I immediately thought "he stole my line!"
"Agile with a lowercase 'a'" is how I explained our process when I was recruiting engineers at LivingSocial, and it is how I described my values when I started interviewing for my next job.
I think it is an important concept.
The agile software movement began with a manifesto The manifesto is a statement of values, not a prescription for how to build software.
The people inspired by that manifesto developed a host of tools and techniques to help build software better. Things like Test Driven Development, Pair Programming, Daily Standups, Story Points, and Burndown Charts.
Those tools and techniques were then organized into methodologies like XP, Scrum, and Kanban.
I use and love many of those tools, but each of them is just that: a tool. They have their place, but there are also plenty of times when they are not appropriate.

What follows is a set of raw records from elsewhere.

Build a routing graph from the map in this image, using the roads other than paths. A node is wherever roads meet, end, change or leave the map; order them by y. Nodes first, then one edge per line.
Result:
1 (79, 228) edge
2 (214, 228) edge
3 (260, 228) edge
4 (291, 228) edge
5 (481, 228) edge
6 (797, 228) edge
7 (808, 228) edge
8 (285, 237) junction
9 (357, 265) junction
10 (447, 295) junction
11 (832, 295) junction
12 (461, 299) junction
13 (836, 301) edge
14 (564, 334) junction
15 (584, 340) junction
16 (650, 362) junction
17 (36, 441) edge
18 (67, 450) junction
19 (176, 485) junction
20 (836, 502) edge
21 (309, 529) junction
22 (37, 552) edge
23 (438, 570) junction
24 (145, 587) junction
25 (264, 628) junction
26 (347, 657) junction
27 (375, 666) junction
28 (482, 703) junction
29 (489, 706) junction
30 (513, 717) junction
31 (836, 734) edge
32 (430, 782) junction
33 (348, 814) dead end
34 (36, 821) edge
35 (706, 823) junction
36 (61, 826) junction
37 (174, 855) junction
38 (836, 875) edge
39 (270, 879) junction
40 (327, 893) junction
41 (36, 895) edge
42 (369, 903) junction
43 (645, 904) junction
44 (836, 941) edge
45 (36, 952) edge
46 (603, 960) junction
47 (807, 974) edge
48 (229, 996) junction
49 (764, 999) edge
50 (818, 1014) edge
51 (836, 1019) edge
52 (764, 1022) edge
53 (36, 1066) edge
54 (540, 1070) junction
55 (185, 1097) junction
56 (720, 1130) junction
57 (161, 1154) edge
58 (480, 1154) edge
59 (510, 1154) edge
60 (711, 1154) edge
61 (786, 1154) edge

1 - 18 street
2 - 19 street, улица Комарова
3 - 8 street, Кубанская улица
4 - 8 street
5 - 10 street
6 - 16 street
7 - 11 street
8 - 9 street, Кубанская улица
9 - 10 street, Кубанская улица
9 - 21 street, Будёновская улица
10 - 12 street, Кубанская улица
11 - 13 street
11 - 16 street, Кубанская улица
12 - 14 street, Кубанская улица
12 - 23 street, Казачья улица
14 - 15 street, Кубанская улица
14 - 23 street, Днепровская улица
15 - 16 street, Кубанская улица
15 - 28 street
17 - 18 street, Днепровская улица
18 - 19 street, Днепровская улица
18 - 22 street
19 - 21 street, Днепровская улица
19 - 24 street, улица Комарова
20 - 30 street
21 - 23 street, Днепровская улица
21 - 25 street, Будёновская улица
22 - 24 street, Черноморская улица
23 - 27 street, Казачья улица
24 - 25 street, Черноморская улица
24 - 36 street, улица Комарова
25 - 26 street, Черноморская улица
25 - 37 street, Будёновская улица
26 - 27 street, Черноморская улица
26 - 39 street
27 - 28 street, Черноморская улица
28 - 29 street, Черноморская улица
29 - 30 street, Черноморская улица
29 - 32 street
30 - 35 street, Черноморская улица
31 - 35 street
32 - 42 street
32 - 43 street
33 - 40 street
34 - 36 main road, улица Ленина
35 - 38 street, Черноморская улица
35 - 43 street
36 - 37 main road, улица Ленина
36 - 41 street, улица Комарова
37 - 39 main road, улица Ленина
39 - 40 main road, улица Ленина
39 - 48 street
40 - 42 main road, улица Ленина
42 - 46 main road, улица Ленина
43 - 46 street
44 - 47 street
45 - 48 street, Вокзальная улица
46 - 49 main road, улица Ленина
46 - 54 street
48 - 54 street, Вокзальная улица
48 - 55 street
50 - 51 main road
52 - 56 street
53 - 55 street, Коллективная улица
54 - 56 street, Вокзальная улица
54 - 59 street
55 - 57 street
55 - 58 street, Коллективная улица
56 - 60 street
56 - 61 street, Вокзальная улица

And there isn't anything wrong with those methodologies per se. Unfortunately, many people have forgotten the values that started the agile movement and instead placed blind faith in particular tools and methodologies.
"Agile" is an adjective. It is not a noun. It isn't something you do, it is something you are.
Rigidly adhering to any set of rules is not agile. And that is why I try to keep the "a" lowercase.